**INSTRUCTIONS FOR THE TASK:** Counting task for the entries below: give the number of lines that contain the word "Junction", with no other text.

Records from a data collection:
:::

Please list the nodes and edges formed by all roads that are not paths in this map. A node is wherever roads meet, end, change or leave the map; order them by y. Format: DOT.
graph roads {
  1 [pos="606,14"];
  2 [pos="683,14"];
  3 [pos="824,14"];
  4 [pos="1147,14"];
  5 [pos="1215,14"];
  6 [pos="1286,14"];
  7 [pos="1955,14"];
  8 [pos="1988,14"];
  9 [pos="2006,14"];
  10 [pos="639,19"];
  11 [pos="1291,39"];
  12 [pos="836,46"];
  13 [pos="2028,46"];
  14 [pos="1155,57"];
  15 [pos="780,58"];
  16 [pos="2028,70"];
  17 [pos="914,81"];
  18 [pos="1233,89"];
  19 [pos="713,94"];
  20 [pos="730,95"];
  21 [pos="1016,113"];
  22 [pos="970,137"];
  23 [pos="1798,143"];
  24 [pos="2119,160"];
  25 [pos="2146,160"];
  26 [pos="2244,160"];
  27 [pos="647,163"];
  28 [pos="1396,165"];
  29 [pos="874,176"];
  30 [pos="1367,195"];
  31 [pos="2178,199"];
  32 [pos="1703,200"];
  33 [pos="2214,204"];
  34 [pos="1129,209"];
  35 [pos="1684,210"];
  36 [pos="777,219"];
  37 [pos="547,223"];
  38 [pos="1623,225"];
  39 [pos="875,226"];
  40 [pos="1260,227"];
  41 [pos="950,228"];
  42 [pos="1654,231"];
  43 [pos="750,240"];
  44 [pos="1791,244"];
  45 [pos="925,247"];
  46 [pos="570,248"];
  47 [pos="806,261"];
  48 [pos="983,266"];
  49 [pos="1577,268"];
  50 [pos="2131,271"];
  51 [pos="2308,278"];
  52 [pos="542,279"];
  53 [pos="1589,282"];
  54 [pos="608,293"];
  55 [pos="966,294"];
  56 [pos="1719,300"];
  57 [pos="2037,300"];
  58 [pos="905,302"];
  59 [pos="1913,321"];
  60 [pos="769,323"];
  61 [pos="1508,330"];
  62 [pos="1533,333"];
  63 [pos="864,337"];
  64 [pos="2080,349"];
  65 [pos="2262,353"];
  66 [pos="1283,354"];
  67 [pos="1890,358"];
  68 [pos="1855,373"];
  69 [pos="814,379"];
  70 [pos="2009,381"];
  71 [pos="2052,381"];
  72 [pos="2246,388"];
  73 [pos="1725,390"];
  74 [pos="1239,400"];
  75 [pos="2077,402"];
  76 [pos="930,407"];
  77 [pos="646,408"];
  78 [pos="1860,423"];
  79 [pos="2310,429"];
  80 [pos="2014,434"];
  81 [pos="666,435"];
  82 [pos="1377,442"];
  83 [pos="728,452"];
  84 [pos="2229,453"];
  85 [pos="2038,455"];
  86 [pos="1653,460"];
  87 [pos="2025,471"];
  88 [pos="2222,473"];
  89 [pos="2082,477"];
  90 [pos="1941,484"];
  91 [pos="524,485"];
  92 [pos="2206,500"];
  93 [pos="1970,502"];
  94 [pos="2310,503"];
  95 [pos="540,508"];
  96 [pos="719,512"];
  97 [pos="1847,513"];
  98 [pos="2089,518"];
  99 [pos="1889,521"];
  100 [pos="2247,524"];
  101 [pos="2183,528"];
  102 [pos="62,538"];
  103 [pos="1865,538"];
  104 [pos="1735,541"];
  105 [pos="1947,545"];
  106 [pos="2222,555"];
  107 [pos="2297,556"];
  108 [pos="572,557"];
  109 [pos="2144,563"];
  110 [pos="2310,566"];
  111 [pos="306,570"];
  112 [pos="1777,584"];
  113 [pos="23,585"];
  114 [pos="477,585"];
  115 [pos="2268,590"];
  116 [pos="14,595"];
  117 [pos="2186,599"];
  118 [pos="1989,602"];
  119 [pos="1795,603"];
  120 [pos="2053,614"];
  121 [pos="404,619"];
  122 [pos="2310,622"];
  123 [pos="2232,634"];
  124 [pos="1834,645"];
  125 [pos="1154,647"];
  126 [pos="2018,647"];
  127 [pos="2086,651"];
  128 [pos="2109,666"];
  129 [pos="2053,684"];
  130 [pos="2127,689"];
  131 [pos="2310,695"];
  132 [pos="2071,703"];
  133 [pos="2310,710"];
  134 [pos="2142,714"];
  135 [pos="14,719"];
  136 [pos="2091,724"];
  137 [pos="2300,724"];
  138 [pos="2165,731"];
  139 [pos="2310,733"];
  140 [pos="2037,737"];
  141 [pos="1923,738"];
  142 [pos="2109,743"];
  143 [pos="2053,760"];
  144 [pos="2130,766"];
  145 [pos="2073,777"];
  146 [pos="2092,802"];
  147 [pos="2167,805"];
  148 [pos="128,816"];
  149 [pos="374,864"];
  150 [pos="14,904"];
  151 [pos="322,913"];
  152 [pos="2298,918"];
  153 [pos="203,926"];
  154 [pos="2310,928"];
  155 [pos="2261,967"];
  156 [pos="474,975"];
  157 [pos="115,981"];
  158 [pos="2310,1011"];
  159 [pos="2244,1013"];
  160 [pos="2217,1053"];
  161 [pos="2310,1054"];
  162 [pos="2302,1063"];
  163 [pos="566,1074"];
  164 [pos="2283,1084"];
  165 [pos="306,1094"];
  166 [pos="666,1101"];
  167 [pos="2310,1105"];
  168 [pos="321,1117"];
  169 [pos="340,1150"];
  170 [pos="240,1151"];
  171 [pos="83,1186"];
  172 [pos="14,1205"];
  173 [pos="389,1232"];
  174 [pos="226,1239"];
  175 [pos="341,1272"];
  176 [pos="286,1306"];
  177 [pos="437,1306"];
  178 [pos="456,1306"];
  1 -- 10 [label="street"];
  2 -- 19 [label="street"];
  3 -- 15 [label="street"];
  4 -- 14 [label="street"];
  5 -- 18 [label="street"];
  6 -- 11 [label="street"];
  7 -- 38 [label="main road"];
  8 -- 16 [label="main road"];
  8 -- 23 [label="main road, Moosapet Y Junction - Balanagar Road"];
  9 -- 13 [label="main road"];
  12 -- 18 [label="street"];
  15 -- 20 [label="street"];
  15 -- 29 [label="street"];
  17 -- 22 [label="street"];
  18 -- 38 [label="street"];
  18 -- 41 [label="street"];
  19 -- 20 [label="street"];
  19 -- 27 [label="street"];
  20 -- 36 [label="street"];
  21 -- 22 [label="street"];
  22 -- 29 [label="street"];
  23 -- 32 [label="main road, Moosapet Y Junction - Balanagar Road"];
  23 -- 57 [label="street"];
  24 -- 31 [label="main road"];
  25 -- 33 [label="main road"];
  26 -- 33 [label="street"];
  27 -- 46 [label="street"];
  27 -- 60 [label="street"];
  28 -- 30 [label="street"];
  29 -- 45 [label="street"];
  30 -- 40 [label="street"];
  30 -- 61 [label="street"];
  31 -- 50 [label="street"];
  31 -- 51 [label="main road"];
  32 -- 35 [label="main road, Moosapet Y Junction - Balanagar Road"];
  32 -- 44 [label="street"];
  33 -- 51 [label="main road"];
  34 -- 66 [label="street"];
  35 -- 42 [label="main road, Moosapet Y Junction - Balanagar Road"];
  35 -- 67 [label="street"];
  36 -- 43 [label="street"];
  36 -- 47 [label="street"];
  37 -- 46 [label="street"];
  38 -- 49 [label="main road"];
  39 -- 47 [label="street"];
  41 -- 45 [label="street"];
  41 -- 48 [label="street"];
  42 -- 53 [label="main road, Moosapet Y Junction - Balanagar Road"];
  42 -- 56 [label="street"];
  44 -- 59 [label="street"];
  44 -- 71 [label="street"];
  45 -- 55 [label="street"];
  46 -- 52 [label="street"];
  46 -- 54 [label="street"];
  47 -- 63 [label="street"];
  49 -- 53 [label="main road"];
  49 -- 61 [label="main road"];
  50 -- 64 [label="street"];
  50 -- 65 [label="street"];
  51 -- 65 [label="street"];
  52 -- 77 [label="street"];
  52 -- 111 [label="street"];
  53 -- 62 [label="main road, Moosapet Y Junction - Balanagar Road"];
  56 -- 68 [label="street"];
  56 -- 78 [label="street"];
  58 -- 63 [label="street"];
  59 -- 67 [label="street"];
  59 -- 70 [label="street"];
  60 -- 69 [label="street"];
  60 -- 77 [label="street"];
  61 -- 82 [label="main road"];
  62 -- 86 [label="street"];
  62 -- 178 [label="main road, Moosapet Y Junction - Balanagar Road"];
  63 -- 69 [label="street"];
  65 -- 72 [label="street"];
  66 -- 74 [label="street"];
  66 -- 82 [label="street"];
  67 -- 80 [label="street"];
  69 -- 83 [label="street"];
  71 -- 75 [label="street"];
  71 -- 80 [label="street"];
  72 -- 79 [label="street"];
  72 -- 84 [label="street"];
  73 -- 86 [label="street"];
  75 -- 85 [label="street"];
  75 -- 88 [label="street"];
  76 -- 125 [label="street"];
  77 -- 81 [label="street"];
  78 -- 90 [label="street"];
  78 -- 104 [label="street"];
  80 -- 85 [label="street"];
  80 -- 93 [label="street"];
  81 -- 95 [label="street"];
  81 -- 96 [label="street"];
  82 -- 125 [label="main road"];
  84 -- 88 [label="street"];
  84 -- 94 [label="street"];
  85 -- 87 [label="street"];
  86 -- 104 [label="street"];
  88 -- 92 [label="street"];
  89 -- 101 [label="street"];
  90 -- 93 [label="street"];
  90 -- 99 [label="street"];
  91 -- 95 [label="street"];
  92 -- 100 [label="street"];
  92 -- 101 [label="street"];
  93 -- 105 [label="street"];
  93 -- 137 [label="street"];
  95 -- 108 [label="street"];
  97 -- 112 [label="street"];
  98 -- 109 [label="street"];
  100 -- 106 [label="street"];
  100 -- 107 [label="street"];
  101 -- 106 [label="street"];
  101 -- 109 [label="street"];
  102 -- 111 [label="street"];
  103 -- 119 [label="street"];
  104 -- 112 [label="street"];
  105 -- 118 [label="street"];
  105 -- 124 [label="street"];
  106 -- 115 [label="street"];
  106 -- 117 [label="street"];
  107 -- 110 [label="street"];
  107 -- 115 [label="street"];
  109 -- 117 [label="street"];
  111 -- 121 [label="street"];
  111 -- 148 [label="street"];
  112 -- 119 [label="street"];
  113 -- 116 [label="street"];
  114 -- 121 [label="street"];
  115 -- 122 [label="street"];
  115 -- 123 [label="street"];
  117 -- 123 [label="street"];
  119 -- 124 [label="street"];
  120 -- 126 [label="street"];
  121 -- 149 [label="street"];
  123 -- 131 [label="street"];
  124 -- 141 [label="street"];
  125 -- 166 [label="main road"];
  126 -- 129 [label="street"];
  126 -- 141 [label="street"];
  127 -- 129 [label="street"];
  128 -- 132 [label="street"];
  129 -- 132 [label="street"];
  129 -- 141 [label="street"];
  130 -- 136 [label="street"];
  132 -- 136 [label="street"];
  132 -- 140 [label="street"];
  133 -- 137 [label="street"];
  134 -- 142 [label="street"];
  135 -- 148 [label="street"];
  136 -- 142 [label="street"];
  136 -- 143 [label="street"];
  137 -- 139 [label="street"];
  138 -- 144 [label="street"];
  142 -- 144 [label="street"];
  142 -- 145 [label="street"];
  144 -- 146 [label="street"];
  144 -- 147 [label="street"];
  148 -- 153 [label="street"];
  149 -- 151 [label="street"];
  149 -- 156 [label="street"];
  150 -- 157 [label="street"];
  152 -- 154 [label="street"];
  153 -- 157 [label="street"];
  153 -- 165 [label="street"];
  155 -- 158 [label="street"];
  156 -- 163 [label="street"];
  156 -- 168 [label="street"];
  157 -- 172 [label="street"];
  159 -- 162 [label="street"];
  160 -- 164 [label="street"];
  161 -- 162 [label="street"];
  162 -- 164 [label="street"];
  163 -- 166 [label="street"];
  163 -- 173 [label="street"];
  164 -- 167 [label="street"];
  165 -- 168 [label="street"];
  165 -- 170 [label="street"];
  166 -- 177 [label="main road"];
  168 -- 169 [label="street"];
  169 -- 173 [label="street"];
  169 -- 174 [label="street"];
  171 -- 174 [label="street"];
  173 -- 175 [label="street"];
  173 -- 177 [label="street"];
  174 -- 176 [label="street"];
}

:::

**TASK RESULT:** 7